Monday, December 17, 2007

Seasonal Charity

How I love local TV news. It brings you all the best stories, especially this time of year. Take tonight - a magnificent tale of a man who has been forced to tone down his external Christmas lights by his local council. Tired of congestion on his street due to sightseers turning up to gawp at the lights, the council obtained a court order limiting him to only four inflatables, no music and no roof-mounted lights. Of course, the whole story was given a 'Bah, humbug' angle, with the council cast as kill joys. Just to emphasise how villainous they were, the story made great play of the fact that this bloke used to collect for charity when people turned up to see his lights, collecting £55,000 in three years. Apparently the council won't even let him do that any more. Bastards!
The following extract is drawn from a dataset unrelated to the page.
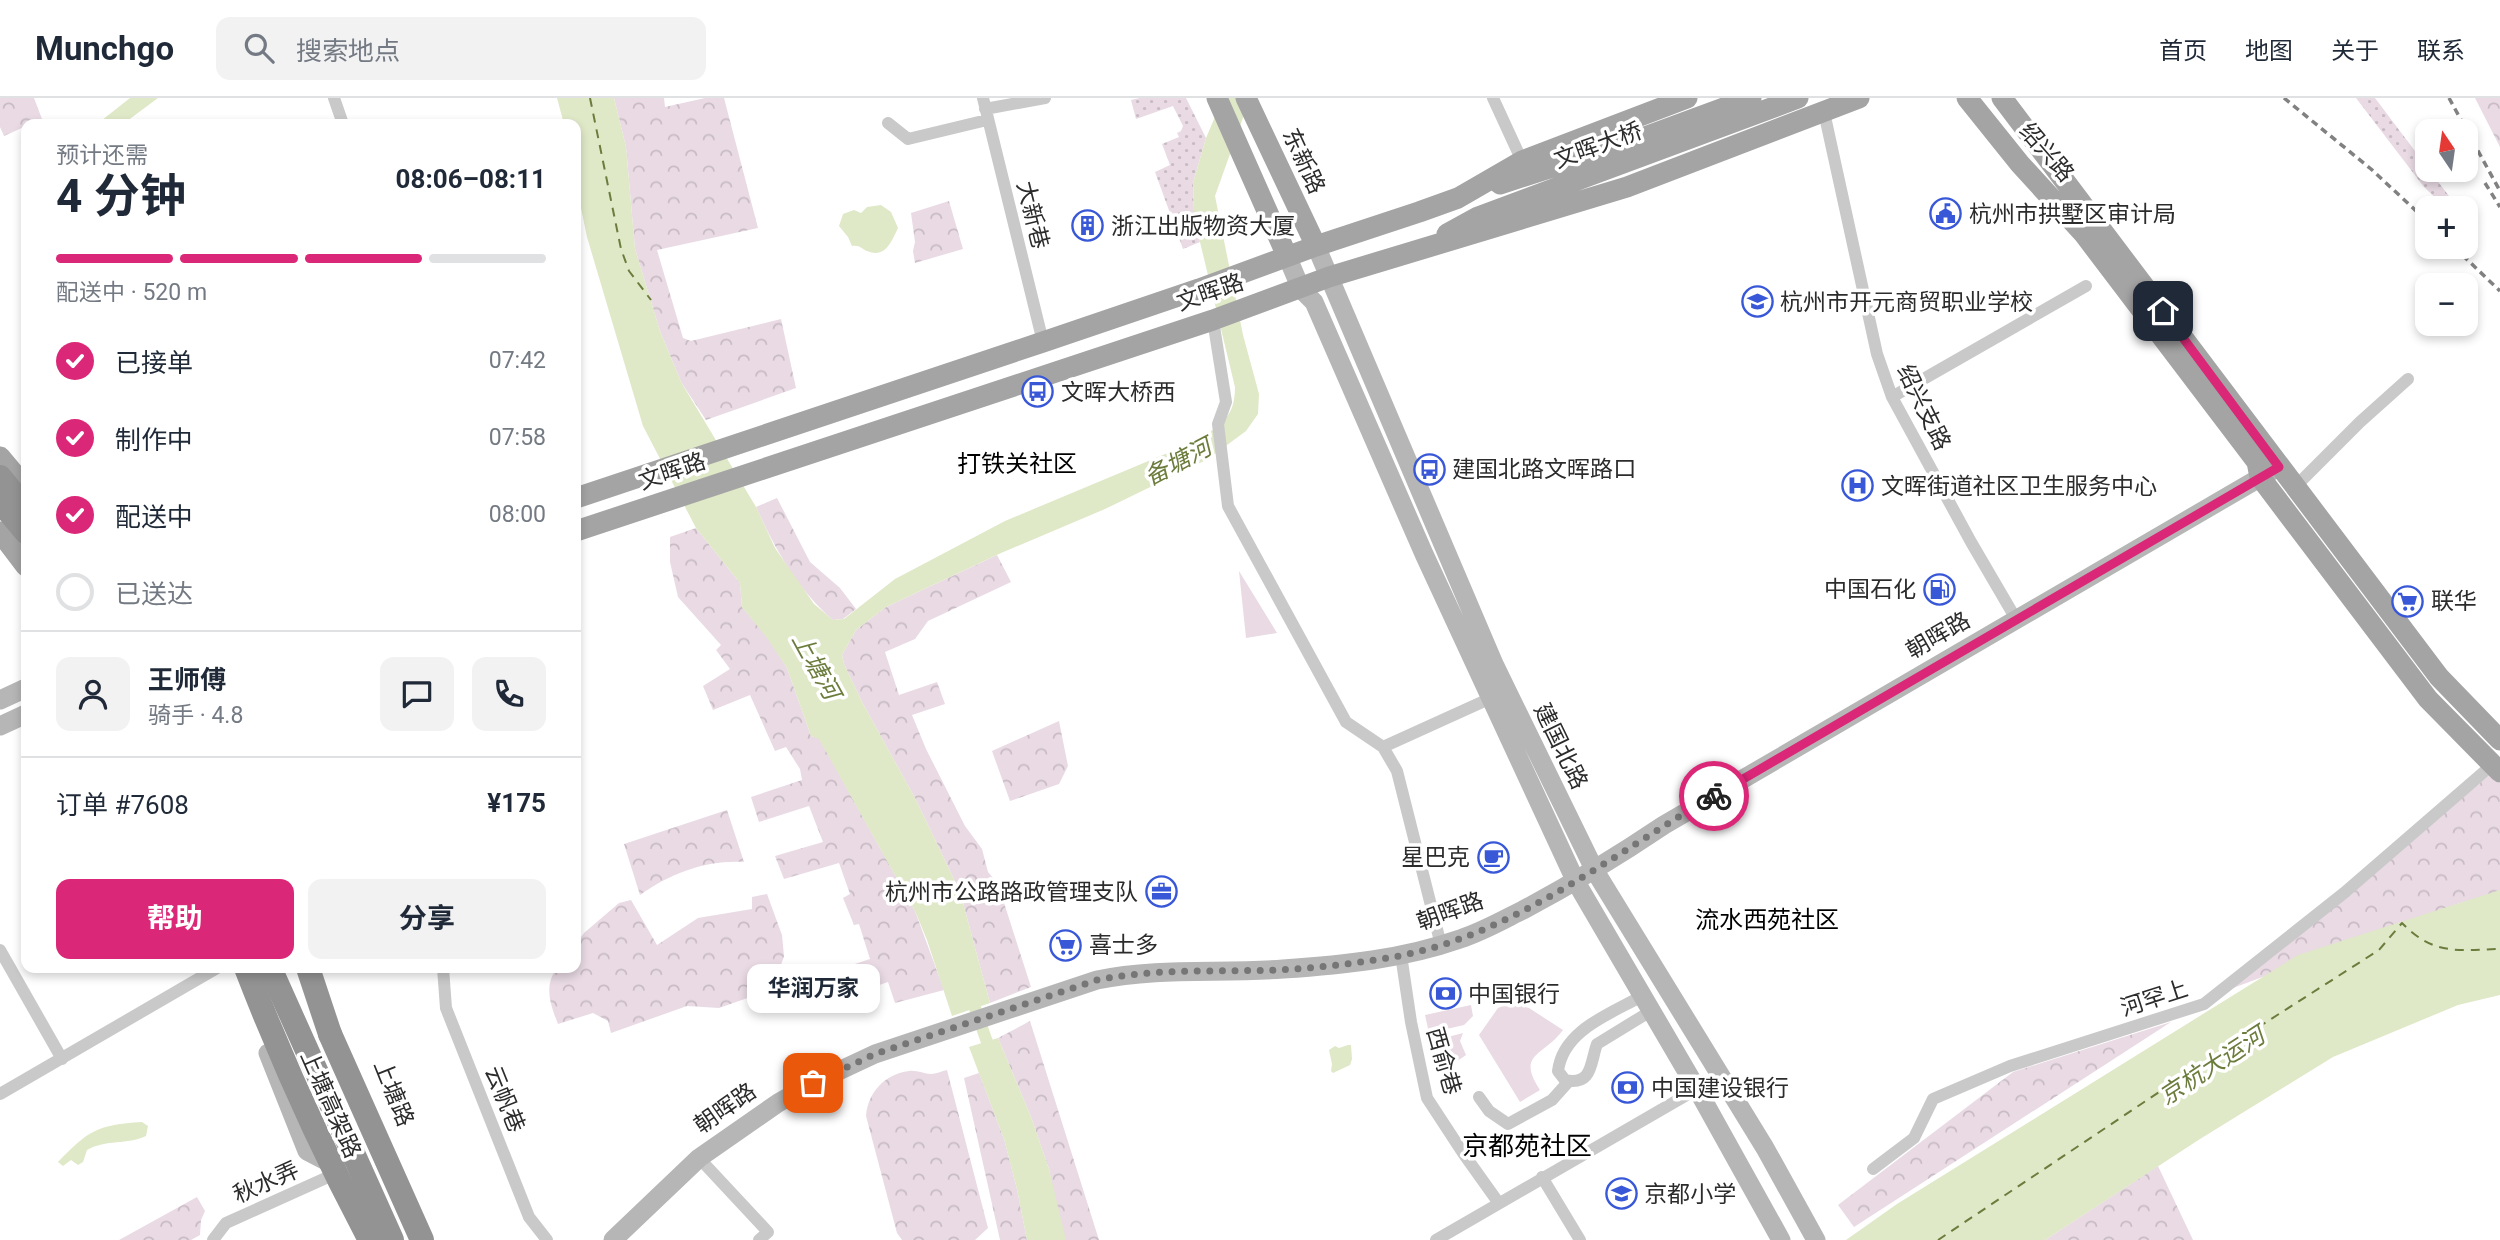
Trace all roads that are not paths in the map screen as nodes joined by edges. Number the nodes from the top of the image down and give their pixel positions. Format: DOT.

Now, apart from the fact that anyone who blights residential areas with these appalling displays of Christmas lights is, in my opinion, a nuisance neighbour and should be prosecuted, its the way that the fact he collected for charity (although which charity was never specified) was used as some kind of defence which amused me. These days the refrain 'it's for charity' is used as the standard defence for all manner of atrocities ranging from novelty records to Comic Relief. Presumably, if you were to systematically bum rape a pack of cub scouts, it would be OK just so long as you said you were doing it for charity. "Honestly, your Honour, I was being sponsored by some geezers in my local peadophile support group - for every inch of penetration I achieved, Children in Need got a quid" would constitute a legitimate defence guaranteed to get your case dismissed. Indeed, I'd love to see Terry Wogan accepting the cheque live on TV for that particular charity stunt. If only Gary Glitter had thought to get sponsorship from some his music biz chums, like former Radio One DJ Chris Denning, perhaps...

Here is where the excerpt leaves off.